Fiquei curiosa e ... escrevi "Abetarda a ave que tarda"

08
Jul20

O Rouxinol Triste - Um conto de Laura Ramos e Cristina Aveiro

Cristina Aveiro

9472091.jpgEra uma vez um pássaro com penas de tons acastanhados, uma cauda comprida arruivada que se via melhor quando estava a voar. Vivia nas margens de uma ribeira com árvores frondosas e muito matagal nas amplas planícies douradas e ressequidas do sol. O pássaro era pequenino e muito tímido, estava sempre escondido entre a vegetação e ninguém o conseguia ver porque passava o tempo todo bem camuflado no meio das densas ramagens.
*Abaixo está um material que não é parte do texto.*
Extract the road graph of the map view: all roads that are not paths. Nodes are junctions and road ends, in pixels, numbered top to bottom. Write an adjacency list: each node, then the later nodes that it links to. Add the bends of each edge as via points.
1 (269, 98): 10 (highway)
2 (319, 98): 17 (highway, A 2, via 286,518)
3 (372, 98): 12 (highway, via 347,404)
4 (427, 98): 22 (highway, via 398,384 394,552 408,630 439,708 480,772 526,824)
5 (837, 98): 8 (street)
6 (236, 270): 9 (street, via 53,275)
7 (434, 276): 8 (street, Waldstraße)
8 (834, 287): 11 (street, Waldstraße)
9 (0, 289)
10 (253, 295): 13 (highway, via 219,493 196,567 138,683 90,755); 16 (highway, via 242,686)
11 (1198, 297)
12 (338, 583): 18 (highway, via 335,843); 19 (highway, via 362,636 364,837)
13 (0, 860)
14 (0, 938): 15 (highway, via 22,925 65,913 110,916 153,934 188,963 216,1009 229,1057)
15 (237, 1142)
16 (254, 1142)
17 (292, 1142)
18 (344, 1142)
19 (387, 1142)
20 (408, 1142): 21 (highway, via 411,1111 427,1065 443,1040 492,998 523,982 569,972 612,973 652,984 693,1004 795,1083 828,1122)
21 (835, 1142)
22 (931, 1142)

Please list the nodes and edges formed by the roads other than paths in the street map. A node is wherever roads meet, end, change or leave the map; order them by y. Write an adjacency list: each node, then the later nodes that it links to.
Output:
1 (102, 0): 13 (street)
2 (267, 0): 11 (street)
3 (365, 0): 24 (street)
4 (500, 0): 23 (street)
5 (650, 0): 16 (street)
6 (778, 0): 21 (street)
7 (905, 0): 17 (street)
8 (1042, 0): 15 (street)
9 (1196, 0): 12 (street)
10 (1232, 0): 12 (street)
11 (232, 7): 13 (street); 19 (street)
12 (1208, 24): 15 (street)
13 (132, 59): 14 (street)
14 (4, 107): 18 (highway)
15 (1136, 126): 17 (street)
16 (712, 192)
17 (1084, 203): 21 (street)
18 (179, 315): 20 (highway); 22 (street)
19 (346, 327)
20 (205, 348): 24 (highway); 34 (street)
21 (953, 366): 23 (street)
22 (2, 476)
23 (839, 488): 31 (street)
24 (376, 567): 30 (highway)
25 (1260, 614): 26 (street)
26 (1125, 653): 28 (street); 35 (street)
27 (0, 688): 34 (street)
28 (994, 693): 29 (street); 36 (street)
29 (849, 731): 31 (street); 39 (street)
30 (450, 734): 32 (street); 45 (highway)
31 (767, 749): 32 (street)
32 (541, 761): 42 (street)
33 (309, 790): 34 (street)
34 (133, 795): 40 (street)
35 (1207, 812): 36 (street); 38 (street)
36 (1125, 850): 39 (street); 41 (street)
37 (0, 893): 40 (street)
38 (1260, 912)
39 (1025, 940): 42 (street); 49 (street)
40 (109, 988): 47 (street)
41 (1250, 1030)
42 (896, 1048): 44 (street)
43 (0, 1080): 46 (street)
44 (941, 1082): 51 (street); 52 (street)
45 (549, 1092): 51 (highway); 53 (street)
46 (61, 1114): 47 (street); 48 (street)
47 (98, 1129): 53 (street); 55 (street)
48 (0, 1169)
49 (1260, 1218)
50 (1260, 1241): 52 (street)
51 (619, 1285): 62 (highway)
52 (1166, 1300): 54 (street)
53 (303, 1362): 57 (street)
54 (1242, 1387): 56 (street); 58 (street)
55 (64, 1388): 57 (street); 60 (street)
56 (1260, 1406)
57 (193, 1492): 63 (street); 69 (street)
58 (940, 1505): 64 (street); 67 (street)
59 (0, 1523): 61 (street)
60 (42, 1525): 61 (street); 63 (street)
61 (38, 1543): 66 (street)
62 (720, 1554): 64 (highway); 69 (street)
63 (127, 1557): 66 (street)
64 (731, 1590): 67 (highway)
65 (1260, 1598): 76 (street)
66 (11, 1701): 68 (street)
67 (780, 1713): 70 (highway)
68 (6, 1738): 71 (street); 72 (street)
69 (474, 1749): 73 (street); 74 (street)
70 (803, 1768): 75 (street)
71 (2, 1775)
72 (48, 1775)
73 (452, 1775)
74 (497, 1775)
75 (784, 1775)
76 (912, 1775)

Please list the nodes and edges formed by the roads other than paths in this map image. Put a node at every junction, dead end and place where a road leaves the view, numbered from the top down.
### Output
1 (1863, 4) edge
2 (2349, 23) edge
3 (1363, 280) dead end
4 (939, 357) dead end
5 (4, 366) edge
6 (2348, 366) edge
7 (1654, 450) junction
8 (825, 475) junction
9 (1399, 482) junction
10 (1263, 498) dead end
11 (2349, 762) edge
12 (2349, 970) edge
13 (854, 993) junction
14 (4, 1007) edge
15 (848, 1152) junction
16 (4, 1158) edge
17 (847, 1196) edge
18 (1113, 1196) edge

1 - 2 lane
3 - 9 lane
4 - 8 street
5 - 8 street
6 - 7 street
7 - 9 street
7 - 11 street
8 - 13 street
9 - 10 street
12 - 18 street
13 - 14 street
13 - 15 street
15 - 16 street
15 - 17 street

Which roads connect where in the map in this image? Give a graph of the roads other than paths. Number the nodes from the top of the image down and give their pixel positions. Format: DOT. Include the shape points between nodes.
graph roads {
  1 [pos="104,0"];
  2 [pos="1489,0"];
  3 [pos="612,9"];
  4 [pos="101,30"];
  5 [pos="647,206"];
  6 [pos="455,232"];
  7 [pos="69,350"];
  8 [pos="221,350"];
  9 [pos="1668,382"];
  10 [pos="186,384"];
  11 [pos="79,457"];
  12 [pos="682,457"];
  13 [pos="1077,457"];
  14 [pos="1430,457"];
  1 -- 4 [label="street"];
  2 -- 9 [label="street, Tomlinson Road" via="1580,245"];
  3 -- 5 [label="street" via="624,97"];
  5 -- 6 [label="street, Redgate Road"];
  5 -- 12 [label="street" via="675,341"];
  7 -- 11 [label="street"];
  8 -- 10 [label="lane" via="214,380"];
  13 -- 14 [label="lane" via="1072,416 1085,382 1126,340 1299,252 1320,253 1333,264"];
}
Andava a construir um ninho numa pequena moita junto ao chão. Todos os dias ia buscar pequenos galhos e folhas que moldava de modo a fazer uma pequena taça muito densa e resistente. Depois desta primeira etapa começava a procurar ervas finas que colocava gentilmente a revestir o interior da cavidade do ninho. Depois procurava pelos de outros animais e penugem que ia perdendo para tornar o interior do ninho ainda mais fofo e aconchegante. O rouxinol sonhava com uma companheira para ocuparem juntos o ninho que estava a construir com todo o carinho. Mas o rouxinol tinha um grande problema, ele sabia que as suas penas não eram coloridas como as dos guarda-rios que ele via constantemente no rio a esvoaçar e a pescar.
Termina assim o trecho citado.